General characteristics
- Class & type: 38-gun fourth rate
- Tons burthen: 41472⁄94 bm
- Length: 96 ft 0 in (29.3 m) keel for tonnage
- Beam: 28 ft 6 in (8.7 m)
- Depth of hold: 14 ft 3 in (4.3 m)
- Sail plan: ship-rigged
- Complement: 150 – 1652; 160 – 1653; 130 – 1660; 150/130/100 - 1664;
- Armament: 38/32 guns 1652; 40/32 1664;

= English ship Phoenix (1647) =

The Phoenix was a fourth rate of the Kingdom of England. Her initial commission was in the Parliamentary Naval Force during the English Civil War. During the First Dutch War she was taken by the Dutch at the Battle of Elba (or Montecristo), but was recaptured during the Battle of Leghorn by a boat attack. After being recommissioned she participated in the Battle of Scheveningen. She went to the Mediterranean in 1658 and remained there until wrecked in December 1664.

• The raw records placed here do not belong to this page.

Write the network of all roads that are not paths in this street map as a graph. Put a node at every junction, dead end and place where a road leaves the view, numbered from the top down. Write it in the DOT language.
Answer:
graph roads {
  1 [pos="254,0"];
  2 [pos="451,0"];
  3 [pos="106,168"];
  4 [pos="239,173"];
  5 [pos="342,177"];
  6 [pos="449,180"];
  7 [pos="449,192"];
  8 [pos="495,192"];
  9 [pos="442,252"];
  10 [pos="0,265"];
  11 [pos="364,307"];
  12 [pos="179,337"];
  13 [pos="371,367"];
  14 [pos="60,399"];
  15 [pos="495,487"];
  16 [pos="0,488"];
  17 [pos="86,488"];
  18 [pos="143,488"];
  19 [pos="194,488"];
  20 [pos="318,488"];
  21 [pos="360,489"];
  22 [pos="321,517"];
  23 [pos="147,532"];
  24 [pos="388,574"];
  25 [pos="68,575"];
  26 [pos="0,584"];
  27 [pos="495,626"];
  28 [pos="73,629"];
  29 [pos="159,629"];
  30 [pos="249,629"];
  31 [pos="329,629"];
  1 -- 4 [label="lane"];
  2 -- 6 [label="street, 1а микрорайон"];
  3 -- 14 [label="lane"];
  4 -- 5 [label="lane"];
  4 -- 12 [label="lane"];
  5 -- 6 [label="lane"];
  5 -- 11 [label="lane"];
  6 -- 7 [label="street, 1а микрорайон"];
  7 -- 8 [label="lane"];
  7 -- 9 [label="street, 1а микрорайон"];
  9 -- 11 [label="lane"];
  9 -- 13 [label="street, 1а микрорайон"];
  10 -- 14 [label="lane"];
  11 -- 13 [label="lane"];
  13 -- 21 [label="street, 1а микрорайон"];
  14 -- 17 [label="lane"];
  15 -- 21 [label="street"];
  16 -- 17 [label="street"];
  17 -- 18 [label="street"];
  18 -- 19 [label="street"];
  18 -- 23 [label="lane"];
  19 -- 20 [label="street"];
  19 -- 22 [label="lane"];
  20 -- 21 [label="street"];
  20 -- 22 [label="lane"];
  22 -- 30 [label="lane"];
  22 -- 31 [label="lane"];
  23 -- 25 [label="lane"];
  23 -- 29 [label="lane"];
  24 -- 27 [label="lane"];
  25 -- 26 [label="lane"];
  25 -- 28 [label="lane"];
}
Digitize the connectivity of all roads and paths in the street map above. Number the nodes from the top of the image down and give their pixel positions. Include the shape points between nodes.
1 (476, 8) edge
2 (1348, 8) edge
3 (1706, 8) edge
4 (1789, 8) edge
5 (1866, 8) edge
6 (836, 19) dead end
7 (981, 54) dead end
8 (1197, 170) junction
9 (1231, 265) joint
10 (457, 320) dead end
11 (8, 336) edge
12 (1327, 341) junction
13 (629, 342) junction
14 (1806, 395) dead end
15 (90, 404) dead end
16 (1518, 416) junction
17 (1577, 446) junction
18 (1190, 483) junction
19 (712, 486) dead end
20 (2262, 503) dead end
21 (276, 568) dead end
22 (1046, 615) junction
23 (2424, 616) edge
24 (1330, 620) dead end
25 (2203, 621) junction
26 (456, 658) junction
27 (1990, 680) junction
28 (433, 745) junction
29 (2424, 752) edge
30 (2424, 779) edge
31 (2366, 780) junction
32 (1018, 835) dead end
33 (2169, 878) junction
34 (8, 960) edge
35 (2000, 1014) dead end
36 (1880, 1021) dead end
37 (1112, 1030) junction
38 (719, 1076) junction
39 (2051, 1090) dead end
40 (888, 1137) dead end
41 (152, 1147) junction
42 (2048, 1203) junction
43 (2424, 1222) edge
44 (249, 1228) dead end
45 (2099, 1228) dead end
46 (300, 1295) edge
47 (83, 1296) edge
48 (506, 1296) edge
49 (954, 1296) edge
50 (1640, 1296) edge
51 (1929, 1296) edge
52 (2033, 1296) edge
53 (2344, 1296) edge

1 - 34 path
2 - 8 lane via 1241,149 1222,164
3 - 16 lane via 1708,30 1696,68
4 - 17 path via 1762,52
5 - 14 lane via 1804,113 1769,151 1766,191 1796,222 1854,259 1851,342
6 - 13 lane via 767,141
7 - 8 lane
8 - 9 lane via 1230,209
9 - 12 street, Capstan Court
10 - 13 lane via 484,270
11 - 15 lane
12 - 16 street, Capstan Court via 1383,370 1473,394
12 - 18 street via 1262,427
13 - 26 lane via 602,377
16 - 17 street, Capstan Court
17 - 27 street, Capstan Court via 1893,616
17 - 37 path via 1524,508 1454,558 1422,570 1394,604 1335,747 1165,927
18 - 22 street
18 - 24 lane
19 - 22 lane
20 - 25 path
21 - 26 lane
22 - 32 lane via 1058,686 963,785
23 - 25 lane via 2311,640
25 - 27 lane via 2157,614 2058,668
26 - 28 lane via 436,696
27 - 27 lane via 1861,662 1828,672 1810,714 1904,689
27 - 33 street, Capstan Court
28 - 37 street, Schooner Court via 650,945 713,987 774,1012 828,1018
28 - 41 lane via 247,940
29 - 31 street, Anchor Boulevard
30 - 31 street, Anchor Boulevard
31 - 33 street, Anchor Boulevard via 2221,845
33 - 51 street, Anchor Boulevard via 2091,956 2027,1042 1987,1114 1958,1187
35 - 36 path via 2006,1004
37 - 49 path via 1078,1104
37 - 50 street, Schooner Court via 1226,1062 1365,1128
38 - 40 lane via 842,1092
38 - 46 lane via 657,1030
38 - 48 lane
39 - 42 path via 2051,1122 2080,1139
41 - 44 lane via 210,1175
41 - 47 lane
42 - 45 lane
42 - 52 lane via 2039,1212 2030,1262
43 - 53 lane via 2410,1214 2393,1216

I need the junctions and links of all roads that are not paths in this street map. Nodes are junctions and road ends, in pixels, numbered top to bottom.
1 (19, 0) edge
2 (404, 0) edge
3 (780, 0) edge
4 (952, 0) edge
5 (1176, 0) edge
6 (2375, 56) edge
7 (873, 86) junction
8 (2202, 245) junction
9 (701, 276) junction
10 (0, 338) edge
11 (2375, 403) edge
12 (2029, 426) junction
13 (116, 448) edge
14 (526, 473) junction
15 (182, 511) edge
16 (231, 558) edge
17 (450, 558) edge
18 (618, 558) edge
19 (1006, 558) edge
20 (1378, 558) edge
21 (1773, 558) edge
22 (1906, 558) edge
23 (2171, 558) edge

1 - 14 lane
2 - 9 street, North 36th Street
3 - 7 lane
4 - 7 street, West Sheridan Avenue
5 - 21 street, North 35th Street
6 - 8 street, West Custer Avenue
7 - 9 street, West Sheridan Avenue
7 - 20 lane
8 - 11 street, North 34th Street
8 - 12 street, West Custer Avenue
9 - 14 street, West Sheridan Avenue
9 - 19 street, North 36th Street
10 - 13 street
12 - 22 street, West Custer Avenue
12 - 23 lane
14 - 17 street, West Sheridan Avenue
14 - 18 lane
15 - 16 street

Phoenix was the third vessel in the English Navy to bear that name, since it was first used for a 20-gun galleass, purchased in 1545, rebuilt in 1558 and sold in 1573, and then re-used for another 20-gun ship built in 1613 which lasted until 1624.

==Construction and specifications==
The Phoenix was one of four new frigates ordered by Parliament and built under the 1647 Programme (the others were the Dragon, Elizabeth and Tiger). She was built at Woolwich Dockyard on the River Thames under the guidance of Master Shipwright Peter Pett II, and was launched in 1647. Her dimensions were 96 ft 6 in keel length with a breadth of 28 ft 6 in and a depth in hold of 14 ft 3 in. Her builder's measurement tonnage was 41472/94 bm tons. Initially she was equipped with 38 guns in wartime and 32 guns in peacetime. In 1664 she carried 40 guns in wartime and 32 in peacetime. Her manning was 150 personnel in 1652 and rose to 160 a year later. By 1660 her manning had dropped to 130 personnel.

==Commissioned service==
===Service in the English Civil War and Commonwealth Navy===
She was commissioned into the Parliamentary Naval Force under the command of Captain Owen Cox. She was with Warwick's Fleet in the Downs in September 1648. In 1649 she was under Captain Thomas Harrison for service in the Irish Sea.In 1650 she was under Captain William Brandley sailing with Popham's squadron off the Tagus she later joined Robert Blake's Squadron. Later in 1650 she was under Captain John Wadsworth as Flagship for Robert Blake in the Irish Sea followed by the Isle of Scilly in June 1651 followed by the Channel Islands in October. She sailed with Badiley's Squadron to the Mediterranean. Phoenix was captured by the 40-gun Dutch ship Eendracht off Elba in the Mediterranean during the Battle of Elba, on 28 August 1652 (O.S.)/6 September 1652 (N.S.), an action between the English squadron commanded by Richard Badiley and a Dutch squadron under Jan van Galen. She was retaken on 26 November 1652 by an attack by English small boats at Leghorn. She recommissioned under Captain Owen Cox again. She was in the Battle of Leghorn on 4 March 1653. She followed this by returning to Home Waters and then took part in the Battle of Scheveningen on 31 July 1653. Later in 1653 Captain Nicholas Foster took command and spent the winter of 1653/54 in the Sound. During 1656 to 1658 she was under the command of Captain Thomas Whetstone with Blake's Fleet. She returned home between July and November 1656. In 1658/59 she was under Captain Thomas Bunn sailing with Stoake's squadron in the Mediterranean.

===Service after the Restoration May 1660===
In 1660 Captain Edward Nixon was in command. On 30 April 1663 she was under Captain Richard Utbar. On 16 September 1664 she was under the command of John Chicheley with Allin's squadron in the Mediterranean.

==Loss==
She was wrecked on 3 December 1664 (along with the similar Nonsuch) during a storm in Gibraltar Bay while attempting to pass through the Straits of Gibraltar.